Background: Hypertrophic cardiomyopathy (HCM) needs careful differentiation from other cardiomyopathies. Current guidelines recommend genetic testing, but genetic data on differential diagnoses and their relation with clinical outcomes in HCM are still lacking.This study aimed to investigate the prevalence of genetic variants and the proportion of other cardiomyopathies in patients with suspected HCM in Korea and compare the outcomes of HCM according to the presence of sarcomere gene mutation. Methods: We enrolled 1,554 patients with suspected HCM having left ventricular hypertrophy on transthoracic echocardiography between April 2012 and February 2023. Patients who declined genetic testing or who had pure apical HCM without a familial history were excluded. Genetic testing was performed using a next-generation sequencing panel or wholeexome sequencing for cardiomyopathies. We performed cardiovascular magnetic resonance if the diagnosis was inconclusive.

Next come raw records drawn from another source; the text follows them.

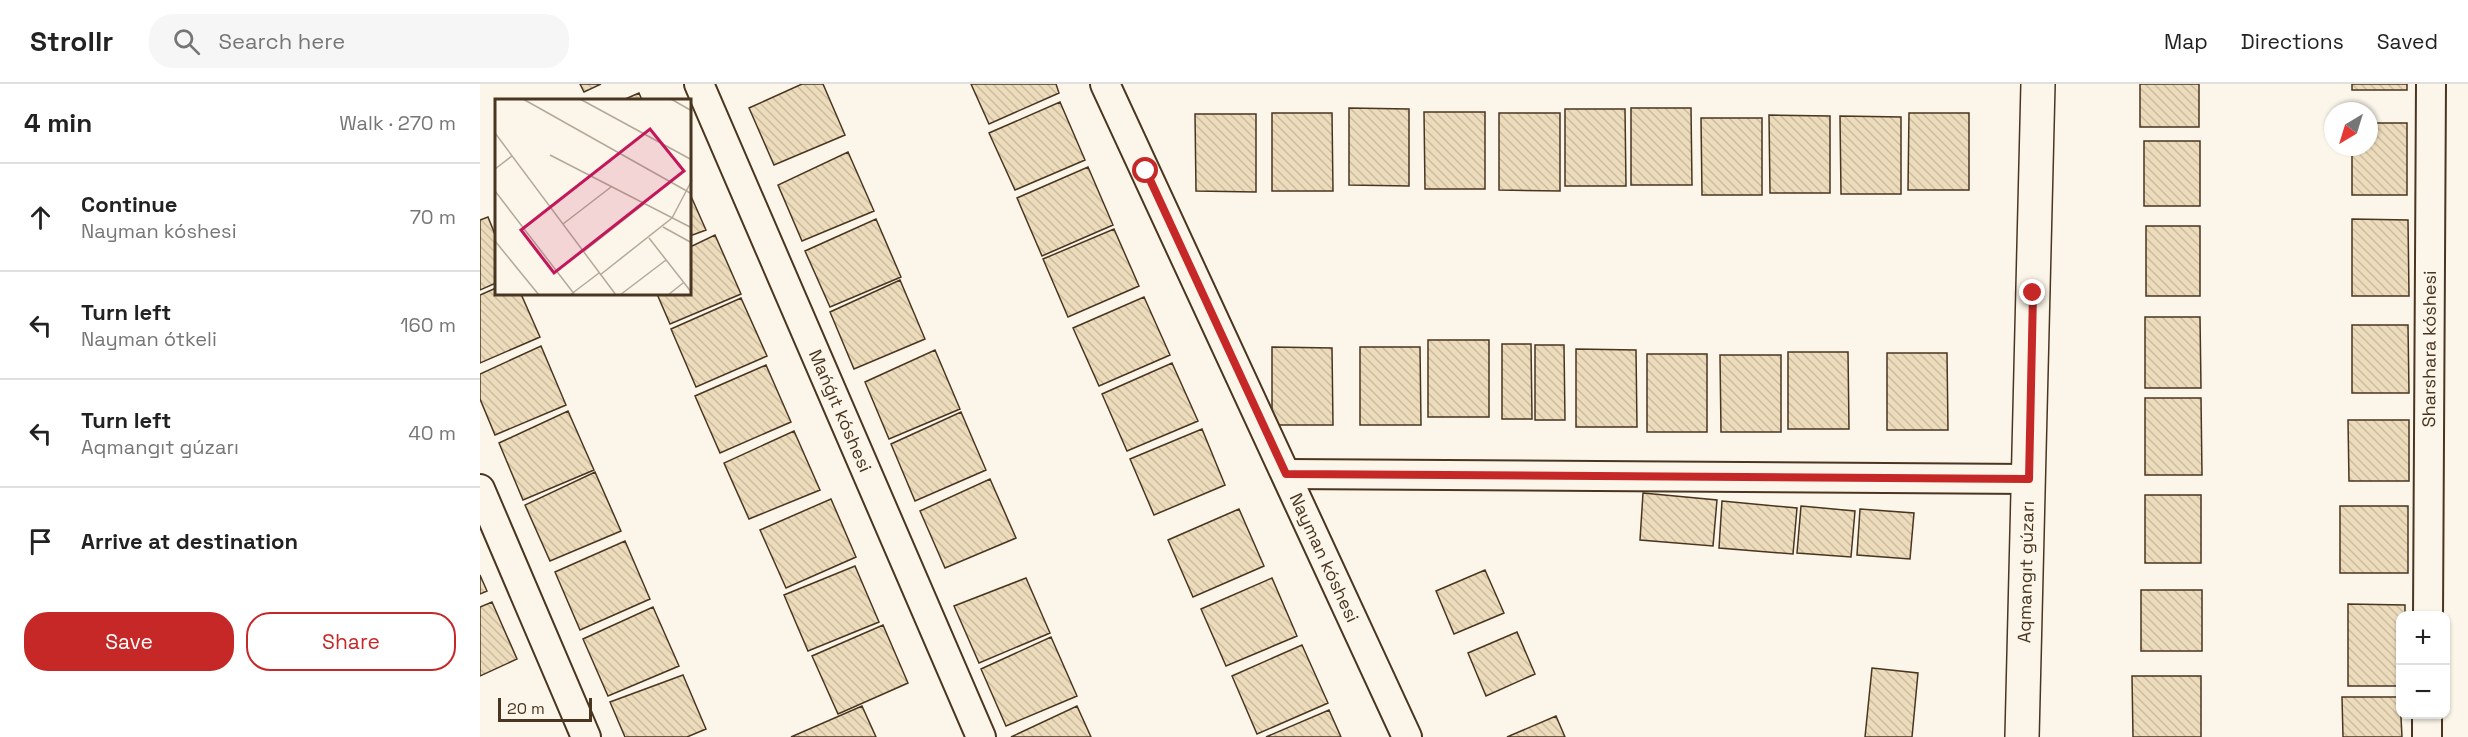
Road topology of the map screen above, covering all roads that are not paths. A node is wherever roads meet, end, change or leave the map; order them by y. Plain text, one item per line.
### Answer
1 (699, 84) edge
2 (1106, 84) edge
3 (2038, 84) edge
4 (2431, 84) edge
5 (1286, 474) junction
6 (2029, 479) junction
7 (480, 489) edge
8 (2428, 611) edge
9 (2427, 719) edge
10 (586, 737) edge
11 (981, 737) edge
12 (1407, 737) edge
13 (2022, 737) edge
14 (2427, 737) edge

1 - 11 street, Mańǵıt kóshesi
2 - 5 street, Nayman kóshesi
3 - 6 street, Aqmangıt gúzarı
4 - 8 street, Sharshara kóshesi
5 - 6 street
5 - 12 street, Nayman kóshesi
6 - 13 street, Aqmangıt gúzarı
7 - 10 street
9 - 14 street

Genotype-positive HCM was defined as sarcomere gene mutations of pathogenic or likely pathogenic variants. Adverse clinical outcomes were defined as a composite of all-cause death, resuscitated cardiac arrest, heart failure-related admission, appropriate implantable cardioverter defibrillator shocks, and stroke. Results: Of 492 patients (mean age 49.6 ± 14.7 years, 29.4% women) who underwent genetic testing, 214 (43.5%) had disease-causing gene mutations. After combining gene tests, multi-imaging modality, and clinical information, 447 (90.9%) had HCM, and 27 (5.5%) had Fabry disease. Among the HCM patients, 182 (40.7%) were genotype-positive, and 265 (59.3%) were genotype-negative. Kaplan–Meier curve analysis showed that genotype-positive HCM patients experienced more composite outcomes (log-rank, P < 0.001). In multivariable Cox analysis, non-sustained ventricular tachycardia (NSVT) (hazard ratio [HR], 1.91; 95% confidence interval [CI], 1.17–3.12; P = 0.010), left ventricular ejection fraction (LVEF) < 50% (HR, 5.50; 95% CI, 2.68–11.27; P < 0.001), LA reservoir strain (HR, 0.96; 95% CI, 0.93–0.99;P = 0.037), and positive sarcomere gene mutation (HR, 1.70; 95% CI, 1.04–2.78; P = 0.034) were significantly association with composite outcomes. Sarcomere gene mutation had incremental value for predicting adverse outcomes added on NSVT and LVEF < 50%. Conclusion Genetic testing is helpful in diagnosing HCM, and sarcomere gene mutations in HCM are significantly associated with clinical outcomes.